Exercise materials |
+ + +

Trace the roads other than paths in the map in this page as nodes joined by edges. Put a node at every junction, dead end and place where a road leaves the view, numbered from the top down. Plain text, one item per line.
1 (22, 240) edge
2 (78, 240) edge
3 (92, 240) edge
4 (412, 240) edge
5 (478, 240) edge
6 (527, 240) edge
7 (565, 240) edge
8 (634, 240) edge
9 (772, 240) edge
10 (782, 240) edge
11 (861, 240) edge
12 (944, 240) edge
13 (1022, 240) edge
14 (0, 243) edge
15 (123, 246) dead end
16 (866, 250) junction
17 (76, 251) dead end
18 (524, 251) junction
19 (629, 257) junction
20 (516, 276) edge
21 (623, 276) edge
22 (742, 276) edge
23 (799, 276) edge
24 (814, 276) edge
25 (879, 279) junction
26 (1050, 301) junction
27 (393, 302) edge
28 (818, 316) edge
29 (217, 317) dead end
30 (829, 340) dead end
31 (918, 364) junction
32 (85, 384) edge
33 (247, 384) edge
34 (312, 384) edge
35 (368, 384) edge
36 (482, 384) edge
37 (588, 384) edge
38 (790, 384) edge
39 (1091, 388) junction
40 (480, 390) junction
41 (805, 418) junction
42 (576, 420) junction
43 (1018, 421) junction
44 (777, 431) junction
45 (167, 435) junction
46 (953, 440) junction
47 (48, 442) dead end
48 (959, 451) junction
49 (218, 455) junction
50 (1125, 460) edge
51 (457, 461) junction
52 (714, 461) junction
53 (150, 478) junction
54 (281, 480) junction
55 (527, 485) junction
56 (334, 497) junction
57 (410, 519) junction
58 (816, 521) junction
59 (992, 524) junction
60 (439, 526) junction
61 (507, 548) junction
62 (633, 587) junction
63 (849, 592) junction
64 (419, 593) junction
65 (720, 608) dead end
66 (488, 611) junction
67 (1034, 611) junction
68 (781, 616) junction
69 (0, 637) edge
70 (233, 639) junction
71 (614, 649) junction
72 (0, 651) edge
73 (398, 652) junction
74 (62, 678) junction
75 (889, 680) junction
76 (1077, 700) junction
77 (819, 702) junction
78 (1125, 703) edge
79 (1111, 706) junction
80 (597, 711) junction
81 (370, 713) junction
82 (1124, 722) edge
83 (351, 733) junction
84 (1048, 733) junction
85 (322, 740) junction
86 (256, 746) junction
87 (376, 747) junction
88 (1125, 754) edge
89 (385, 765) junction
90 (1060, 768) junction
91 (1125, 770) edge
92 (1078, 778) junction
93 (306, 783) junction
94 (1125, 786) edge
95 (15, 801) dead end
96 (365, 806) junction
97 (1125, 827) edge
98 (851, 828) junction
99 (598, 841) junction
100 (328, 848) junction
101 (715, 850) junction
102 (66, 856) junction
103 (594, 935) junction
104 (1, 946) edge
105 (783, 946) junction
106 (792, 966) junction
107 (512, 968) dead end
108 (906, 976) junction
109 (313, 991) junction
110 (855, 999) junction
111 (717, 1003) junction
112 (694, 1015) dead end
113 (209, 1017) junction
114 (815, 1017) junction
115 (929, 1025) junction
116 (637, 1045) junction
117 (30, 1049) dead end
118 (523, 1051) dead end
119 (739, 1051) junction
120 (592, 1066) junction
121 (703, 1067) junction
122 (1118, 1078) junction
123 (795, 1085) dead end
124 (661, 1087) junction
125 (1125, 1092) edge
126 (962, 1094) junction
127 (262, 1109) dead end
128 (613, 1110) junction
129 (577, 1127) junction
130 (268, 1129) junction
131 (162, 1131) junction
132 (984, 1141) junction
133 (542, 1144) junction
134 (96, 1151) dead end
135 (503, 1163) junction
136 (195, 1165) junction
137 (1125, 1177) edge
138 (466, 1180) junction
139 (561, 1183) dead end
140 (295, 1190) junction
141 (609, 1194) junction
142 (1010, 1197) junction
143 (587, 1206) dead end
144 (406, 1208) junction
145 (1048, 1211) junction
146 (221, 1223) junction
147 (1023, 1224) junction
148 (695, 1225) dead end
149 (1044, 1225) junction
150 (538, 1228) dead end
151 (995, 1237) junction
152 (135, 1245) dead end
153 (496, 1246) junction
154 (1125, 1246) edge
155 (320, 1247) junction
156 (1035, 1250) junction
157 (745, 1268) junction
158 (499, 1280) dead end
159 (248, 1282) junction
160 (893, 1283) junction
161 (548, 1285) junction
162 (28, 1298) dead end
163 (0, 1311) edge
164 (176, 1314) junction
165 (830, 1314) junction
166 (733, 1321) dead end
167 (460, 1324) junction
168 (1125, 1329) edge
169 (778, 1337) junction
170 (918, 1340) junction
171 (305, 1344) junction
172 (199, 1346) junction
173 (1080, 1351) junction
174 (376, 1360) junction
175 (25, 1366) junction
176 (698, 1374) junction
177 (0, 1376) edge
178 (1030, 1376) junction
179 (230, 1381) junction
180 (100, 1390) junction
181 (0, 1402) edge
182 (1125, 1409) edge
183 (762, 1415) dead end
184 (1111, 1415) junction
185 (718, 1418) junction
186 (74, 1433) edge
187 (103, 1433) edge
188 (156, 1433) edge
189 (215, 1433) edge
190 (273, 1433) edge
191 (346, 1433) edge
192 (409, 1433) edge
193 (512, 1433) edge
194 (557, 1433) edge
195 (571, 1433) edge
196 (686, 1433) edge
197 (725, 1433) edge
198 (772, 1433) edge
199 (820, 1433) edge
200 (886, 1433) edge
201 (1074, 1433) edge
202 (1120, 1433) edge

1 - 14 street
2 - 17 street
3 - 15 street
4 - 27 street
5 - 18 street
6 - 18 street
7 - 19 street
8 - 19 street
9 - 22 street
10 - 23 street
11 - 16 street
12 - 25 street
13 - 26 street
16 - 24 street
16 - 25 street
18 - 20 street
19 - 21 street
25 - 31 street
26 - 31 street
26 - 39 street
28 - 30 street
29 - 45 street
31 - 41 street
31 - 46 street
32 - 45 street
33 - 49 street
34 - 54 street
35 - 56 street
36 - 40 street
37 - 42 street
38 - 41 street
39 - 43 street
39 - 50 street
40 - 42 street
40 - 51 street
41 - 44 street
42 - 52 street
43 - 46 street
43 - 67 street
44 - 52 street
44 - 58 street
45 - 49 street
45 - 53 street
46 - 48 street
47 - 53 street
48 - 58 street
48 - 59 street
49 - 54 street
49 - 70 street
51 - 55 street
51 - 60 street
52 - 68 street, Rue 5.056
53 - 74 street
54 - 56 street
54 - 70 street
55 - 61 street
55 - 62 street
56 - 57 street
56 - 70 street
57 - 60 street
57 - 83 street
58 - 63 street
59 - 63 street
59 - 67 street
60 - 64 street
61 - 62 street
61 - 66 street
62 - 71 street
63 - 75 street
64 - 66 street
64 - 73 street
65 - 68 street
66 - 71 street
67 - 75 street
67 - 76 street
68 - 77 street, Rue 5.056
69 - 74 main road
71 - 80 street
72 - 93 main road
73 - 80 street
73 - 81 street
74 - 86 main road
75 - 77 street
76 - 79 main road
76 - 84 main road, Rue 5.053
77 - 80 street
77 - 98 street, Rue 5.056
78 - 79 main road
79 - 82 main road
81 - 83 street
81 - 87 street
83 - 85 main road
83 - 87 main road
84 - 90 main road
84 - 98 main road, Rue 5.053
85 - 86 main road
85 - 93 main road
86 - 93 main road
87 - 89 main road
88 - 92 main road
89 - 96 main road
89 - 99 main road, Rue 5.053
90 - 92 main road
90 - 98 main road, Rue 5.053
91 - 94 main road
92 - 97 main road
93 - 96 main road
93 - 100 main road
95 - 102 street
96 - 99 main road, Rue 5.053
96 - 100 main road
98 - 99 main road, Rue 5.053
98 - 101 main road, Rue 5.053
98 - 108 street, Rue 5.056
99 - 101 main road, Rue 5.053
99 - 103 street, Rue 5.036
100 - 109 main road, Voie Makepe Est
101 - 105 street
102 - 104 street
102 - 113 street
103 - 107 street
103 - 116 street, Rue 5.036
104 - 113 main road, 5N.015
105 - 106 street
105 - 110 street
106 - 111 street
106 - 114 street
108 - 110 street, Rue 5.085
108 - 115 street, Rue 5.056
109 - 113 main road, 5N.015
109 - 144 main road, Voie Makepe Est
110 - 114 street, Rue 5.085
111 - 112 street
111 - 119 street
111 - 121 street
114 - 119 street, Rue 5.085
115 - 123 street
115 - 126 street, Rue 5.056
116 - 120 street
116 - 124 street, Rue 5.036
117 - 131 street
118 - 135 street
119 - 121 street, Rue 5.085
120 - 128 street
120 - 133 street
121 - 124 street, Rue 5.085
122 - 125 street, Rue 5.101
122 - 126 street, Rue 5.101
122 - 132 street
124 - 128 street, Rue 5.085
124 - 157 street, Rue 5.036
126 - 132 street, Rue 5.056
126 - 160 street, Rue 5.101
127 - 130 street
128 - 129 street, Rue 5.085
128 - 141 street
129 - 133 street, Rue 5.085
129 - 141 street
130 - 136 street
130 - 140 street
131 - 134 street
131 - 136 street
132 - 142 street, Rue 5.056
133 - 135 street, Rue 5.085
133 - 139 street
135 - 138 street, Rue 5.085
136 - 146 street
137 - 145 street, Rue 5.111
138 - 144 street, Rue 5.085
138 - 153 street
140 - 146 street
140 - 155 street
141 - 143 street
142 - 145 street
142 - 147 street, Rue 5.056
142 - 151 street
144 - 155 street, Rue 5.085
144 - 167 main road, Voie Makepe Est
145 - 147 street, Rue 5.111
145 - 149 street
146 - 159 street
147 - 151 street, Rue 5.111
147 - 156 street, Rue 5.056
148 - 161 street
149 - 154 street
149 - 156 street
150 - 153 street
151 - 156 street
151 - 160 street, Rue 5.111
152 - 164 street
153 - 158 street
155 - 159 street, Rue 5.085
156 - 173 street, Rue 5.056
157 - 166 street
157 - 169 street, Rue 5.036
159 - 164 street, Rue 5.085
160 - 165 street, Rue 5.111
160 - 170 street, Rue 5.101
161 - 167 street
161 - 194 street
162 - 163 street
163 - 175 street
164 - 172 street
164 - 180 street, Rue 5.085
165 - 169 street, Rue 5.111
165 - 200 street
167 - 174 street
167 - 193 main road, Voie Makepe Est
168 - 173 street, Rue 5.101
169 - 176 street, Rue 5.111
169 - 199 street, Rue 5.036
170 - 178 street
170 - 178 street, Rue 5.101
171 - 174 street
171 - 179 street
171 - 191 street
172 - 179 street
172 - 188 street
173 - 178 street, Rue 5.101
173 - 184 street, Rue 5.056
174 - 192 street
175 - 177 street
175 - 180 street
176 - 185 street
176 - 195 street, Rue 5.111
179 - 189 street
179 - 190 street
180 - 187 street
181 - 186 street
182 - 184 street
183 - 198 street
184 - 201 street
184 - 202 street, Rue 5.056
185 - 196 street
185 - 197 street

+ + +

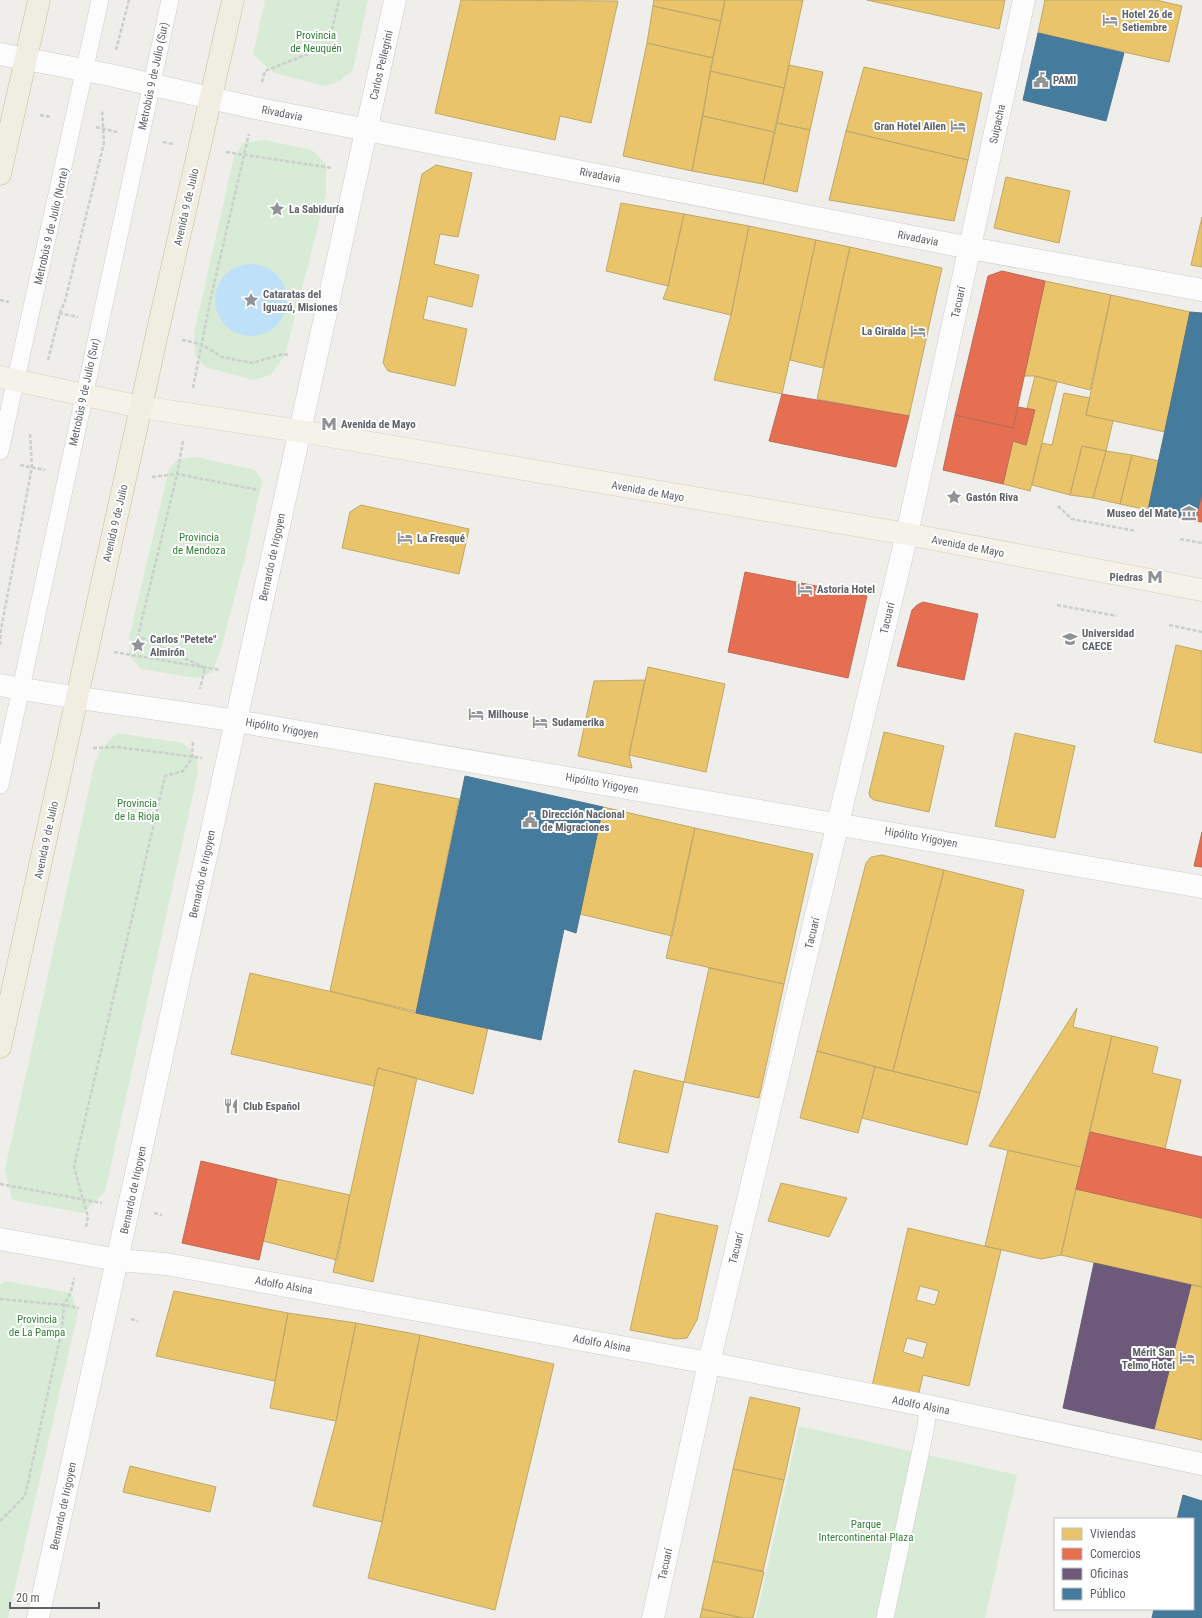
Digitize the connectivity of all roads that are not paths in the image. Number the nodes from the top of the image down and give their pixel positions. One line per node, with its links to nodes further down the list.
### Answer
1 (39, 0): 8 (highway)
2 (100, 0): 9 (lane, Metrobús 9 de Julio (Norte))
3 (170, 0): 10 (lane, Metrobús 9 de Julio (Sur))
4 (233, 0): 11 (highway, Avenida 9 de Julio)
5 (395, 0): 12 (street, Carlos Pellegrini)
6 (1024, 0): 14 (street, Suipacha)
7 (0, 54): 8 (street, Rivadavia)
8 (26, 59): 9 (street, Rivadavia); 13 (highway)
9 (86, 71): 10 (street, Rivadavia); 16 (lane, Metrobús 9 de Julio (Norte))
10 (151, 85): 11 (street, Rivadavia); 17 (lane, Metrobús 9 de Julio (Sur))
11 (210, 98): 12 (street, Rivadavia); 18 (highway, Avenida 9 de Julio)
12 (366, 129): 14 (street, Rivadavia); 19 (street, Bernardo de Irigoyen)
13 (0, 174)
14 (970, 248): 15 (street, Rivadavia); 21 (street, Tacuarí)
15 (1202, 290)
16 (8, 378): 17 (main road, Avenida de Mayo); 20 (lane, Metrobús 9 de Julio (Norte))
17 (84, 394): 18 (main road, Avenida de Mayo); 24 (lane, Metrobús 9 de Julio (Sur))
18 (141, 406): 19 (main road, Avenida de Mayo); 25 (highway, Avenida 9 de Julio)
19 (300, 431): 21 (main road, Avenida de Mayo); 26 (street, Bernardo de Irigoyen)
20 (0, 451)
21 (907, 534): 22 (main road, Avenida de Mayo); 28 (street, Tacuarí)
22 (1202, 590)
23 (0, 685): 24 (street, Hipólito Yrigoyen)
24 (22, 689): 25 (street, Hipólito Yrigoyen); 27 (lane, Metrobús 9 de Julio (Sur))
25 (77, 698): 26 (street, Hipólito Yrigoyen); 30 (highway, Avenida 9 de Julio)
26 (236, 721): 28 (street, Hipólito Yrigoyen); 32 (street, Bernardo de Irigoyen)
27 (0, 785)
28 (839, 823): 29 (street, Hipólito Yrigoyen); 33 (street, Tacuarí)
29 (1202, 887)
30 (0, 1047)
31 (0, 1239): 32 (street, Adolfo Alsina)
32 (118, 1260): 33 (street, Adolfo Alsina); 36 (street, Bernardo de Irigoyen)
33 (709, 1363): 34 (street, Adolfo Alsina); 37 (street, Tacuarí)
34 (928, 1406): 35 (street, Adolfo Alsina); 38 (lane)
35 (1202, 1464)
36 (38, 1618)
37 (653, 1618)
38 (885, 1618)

+ + +

Look through the material above. Copy each line where the word "highway" appears.

1 (39, 0): 8 (highway)
4 (233, 0): 11 (highway, Avenida 9 de Julio)
8 (26, 59): 9 (street, Rivadavia); 13 (highway)
11 (210, 98): 12 (street, Rivadavia); 18 (highway, Avenida 9 de Julio)
18 (141, 406): 19 (main road, Avenida de Mayo); 25 (highway, Avenida 9 de Julio)
25 (77, 698): 26 (street, Hipólito Yrigoyen); 30 (highway, Avenida 9 de Julio)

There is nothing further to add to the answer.